I'm so fixated on the riding, that my opinions are all extremely biased.

Tahoe for sure! And by that, I mean "hell yes!"

Downieville is a FABULOUS (stunning and almost religious) experience, but only for the MTB'ers.

Fruita/Grand Junction might be pretty good. For the non-riders, there's National Monument 
and a pretty cool downtown in GJ.

Aspen? I had a great time riding and their "downtown" is loaded with quaint shopping and interesting food.

SLC/Park City is pretty cool too. I did all my riding in that area in Park City, which is really
not *too* far from SLC.

Flagstaff, as mentioned, is also a good choice.

Taos, NM?


----------



## Rotmilky (Aug 18, 2007)

Hmm...what about the summit county, Co ski areas--Breckenridge, Frisco, etc., or even Vail. There's some great riding up there, loads of restaurants in the area and those places definately wouldn't exist without tourism. 

Santa Fe would have most of what you are looking for, but it won't feel like a touristy ski town. The entire town is pretty much adobe, so you won't think you're in NJ. Heck, you might not even think you're still in the US. Riding is close and lots of good choices. No airport to fly into, though.


----------



## Evil Patrick (Sep 13, 2004)

If any thread deserved to be jacked over to the "Vacations & Destinations" forum...


(I'm just sayin')


----------



## FoxOverFence (Apr 7, 2005)

I know you said Lower 48 but Whistler is really worth going to and totally fits the bill on all your points. Plus in the summer the condos are relatively cheap. It's a village unto itself, you will know you're out of NJ, lots to do even if you don't bike. Great places to eat.
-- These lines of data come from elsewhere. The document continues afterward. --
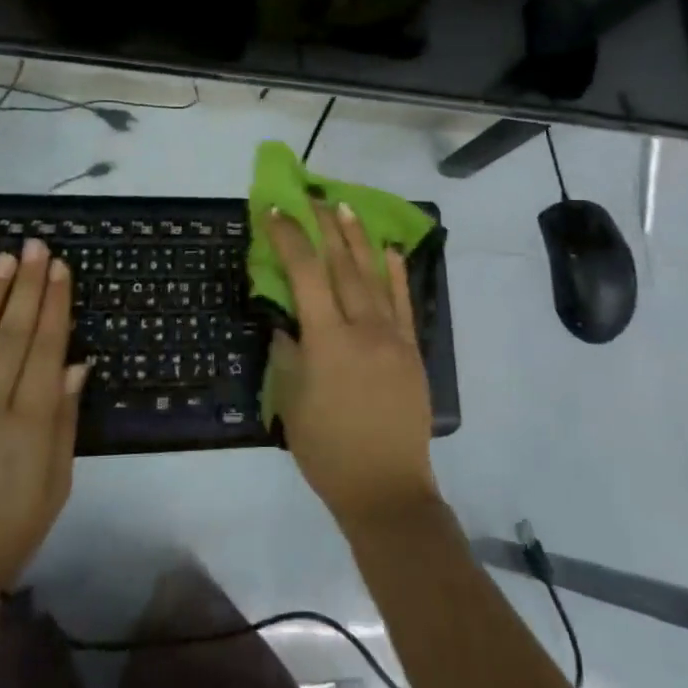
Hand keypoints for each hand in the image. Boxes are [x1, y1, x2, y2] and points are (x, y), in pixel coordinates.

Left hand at [0, 240, 86, 606]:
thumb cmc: (9, 532)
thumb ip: (65, 419)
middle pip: (12, 333)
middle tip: (35, 246)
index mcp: (32, 423)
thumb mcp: (56, 483)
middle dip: (27, 285)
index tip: (59, 268)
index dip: (54, 304)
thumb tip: (77, 362)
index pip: (46, 347)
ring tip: (3, 260)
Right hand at [266, 204, 437, 527]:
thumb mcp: (291, 402)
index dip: (289, 238)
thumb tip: (286, 321)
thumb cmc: (328, 451)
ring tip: (345, 209)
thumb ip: (288, 353)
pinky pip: (404, 303)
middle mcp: (362, 328)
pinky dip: (397, 274)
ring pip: (374, 276)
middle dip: (325, 228)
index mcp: (327, 341)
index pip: (305, 275)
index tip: (276, 212)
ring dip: (358, 239)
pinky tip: (391, 251)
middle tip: (313, 198)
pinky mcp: (412, 350)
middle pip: (342, 266)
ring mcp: (393, 337)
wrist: (387, 489)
Seattle is nice but it's a big city so you deal with traffic...(btw, it's where I live.) Moab as people pointed out has good riding but the town is a bit of a dump after coming from Sedona where you don't see many billboards and no huge semis rolling through town contributing to the horrible noise when you try to eat outside.... 

Park City is very fun and scenic, lots of hiking and riding right from town. Excellent restaurants. Not sure but probably similar to Whistler with condos for rent in the summer that are cheap or B&B type places. It has that very western, Victorian vibe.


----------



## Bikinfoolferlife (Feb 3, 2004)

I don't think for the most part that any of the upper elevations are much good in April and May for riding. Moab might not please mom, but if you go over to Grand Junction there's a bit more to do and great riding, and Fruita and Moab are within a reasonable drive. The St.George area isn't too bad at that time of year. San Francisco bay area isn't too bad either, especially in the non-biking department, and not so bad in the biking department.


----------